PUT is the new rename()
PUT is the new rename()PUT is the new rename()
PUT is the new rename()
 
Extreme Programming Deployed
Extreme Programming DeployedExtreme Programming Deployed
Extreme Programming Deployed
 
Testing
TestingTesting
Testing
 
I hate mocking
I hate mockingI hate mocking
I hate mocking
 
What does rename() do?
What does rename() do?What does rename() do?
What does rename() do?
 
Dancing Elephants: Working with Object Storage in Apache Spark and Hive
Dancing Elephants: Working with Object Storage in Apache Spark and HiveDancing Elephants: Working with Object Storage in Apache Spark and Hive
Dancing Elephants: Working with Object Storage in Apache Spark and Hive
 
Apache Spark and Object Stores —for London Spark User Group
Apache Spark and Object Stores —for London Spark User GroupApache Spark and Object Stores —for London Spark User Group
Apache Spark and Object Stores —for London Spark User Group
 
Spark Summit East 2017: Apache spark and object stores
Spark Summit East 2017: Apache spark and object storesSpark Summit East 2017: Apache spark and object stores
Spark Summit East 2017: Apache spark and object stores
 
Hadoop, Hive, Spark and Object Stores
Hadoop, Hive, Spark and Object StoresHadoop, Hive, Spark and Object Stores
Hadoop, Hive, Spark and Object Stores
 
Apache Spark and Object Stores
Apache Spark and Object StoresApache Spark and Object Stores
Apache Spark and Object Stores
 
Household INFOSEC in a Post-Sony Era
Household INFOSEC in a Post-Sony EraHousehold INFOSEC in a Post-Sony Era
Household INFOSEC in a Post-Sony Era
 
Hadoop and Kerberos: the Madness Beyond the Gate: January 2016 edition
Hadoop and Kerberos: the Madness Beyond the Gate: January 2016 editionHadoop and Kerberos: the Madness Beyond the Gate: January 2016 edition
Hadoop and Kerberos: the Madness Beyond the Gate: January 2016 edition
 
Hadoop and Kerberos: the Madness Beyond the Gate
Hadoop and Kerberos: the Madness Beyond the GateHadoop and Kerberos: the Madness Beyond the Gate
Hadoop and Kerberos: the Madness Beyond the Gate
 
Slider: Applications on YARN
Slider: Applications on YARNSlider: Applications on YARN
Slider: Applications on YARN
 
YARN Services
YARN ServicesYARN Services
YARN Services
 

Último

A Year of the Servo Reboot: Where Are We Now?
A Year of the Servo Reboot: Where Are We Now?A Year of the Servo Reboot: Where Are We Now?

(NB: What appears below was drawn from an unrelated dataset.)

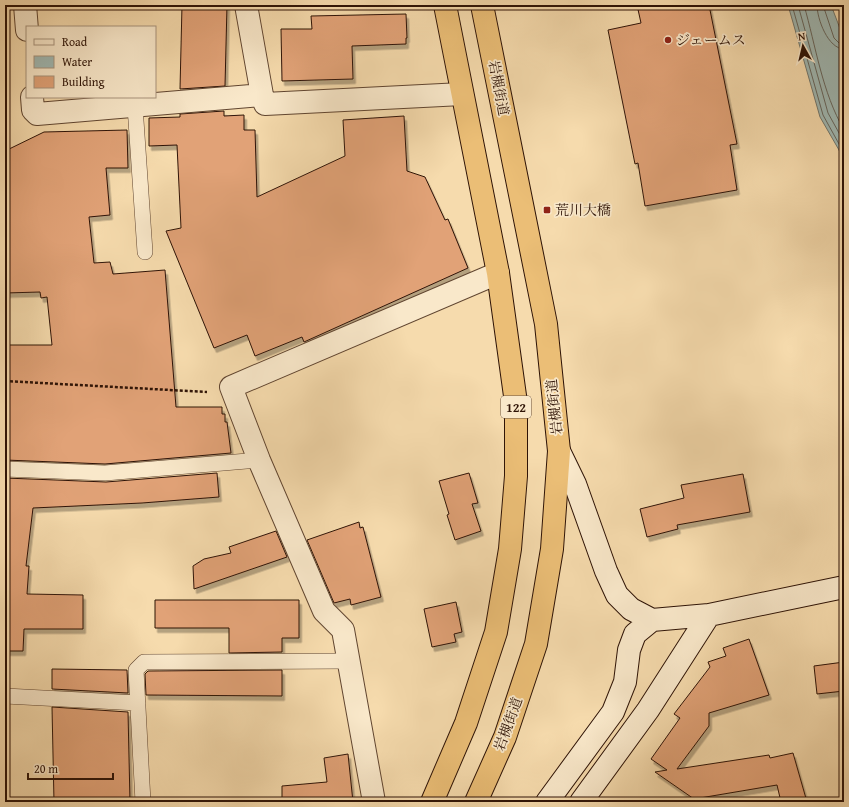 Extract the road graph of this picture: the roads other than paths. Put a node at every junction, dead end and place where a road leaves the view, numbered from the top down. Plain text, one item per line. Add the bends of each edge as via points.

A Year of the Servo Reboot: Where Are We Now?Igalia
 
08448380779 Call Girls In Friends Colony Women Seeking Men
08448380779 Call Girls In Friends Colony Women Seeking Men08448380779 Call Girls In Friends Colony Women Seeking Men
08448380779 Call Girls In Friends Colony Women Seeking MenDelhi Call girls
 
08448380779 Call Girls In Greater Kailash - I Women Seeking Men
08448380779 Call Girls In Greater Kailash - I Women Seeking Men08448380779 Call Girls In Greater Kailash - I Women Seeking Men
08448380779 Call Girls In Greater Kailash - I Women Seeking MenDelhi Call girls
 
The 7 Things I Know About Cyber Security After 25 Years | April 2024
The 7 Things I Know About Cyber Security After 25 Years | April 2024The 7 Things I Know About Cyber Security After 25 Years | April 2024
The 7 Things I Know About Cyber Security After 25 Years | April 2024Rafal Los
 
04-2024-HHUG-Sales-and-Marketing-Alignment.pptx
04-2024-HHUG-Sales-and-Marketing-Alignment.pptx04-2024-HHUG-Sales-and-Marketing-Alignment.pptx
04-2024-HHUG-Sales-and-Marketing-Alignment.pptxHampshireHUG
 
From Event to Action: Accelerate Your Decision Making with Real-Time Automation
From Event to Action: Accelerate Your Decision Making with Real-Time AutomationFrom Event to Action: Accelerate Your Decision Making with Real-Time Automation
From Event to Action: Accelerate Your Decision Making with Real-Time AutomationSafe Software
 
08448380779 Call Girls In Diplomatic Enclave Women Seeking Men
08448380779 Call Girls In Diplomatic Enclave Women Seeking Men08448380779 Call Girls In Diplomatic Enclave Women Seeking Men
08448380779 Call Girls In Diplomatic Enclave Women Seeking MenDelhi Call girls
 
Raspberry Pi 5: Challenges and Solutions in Bringing up an OpenGL/Vulkan Driv...
Raspberry Pi 5: Challenges and Solutions in Bringing up an OpenGL/Vulkan Driv...Raspberry Pi 5: Challenges and Solutions in Bringing up an OpenGL/Vulkan Driv...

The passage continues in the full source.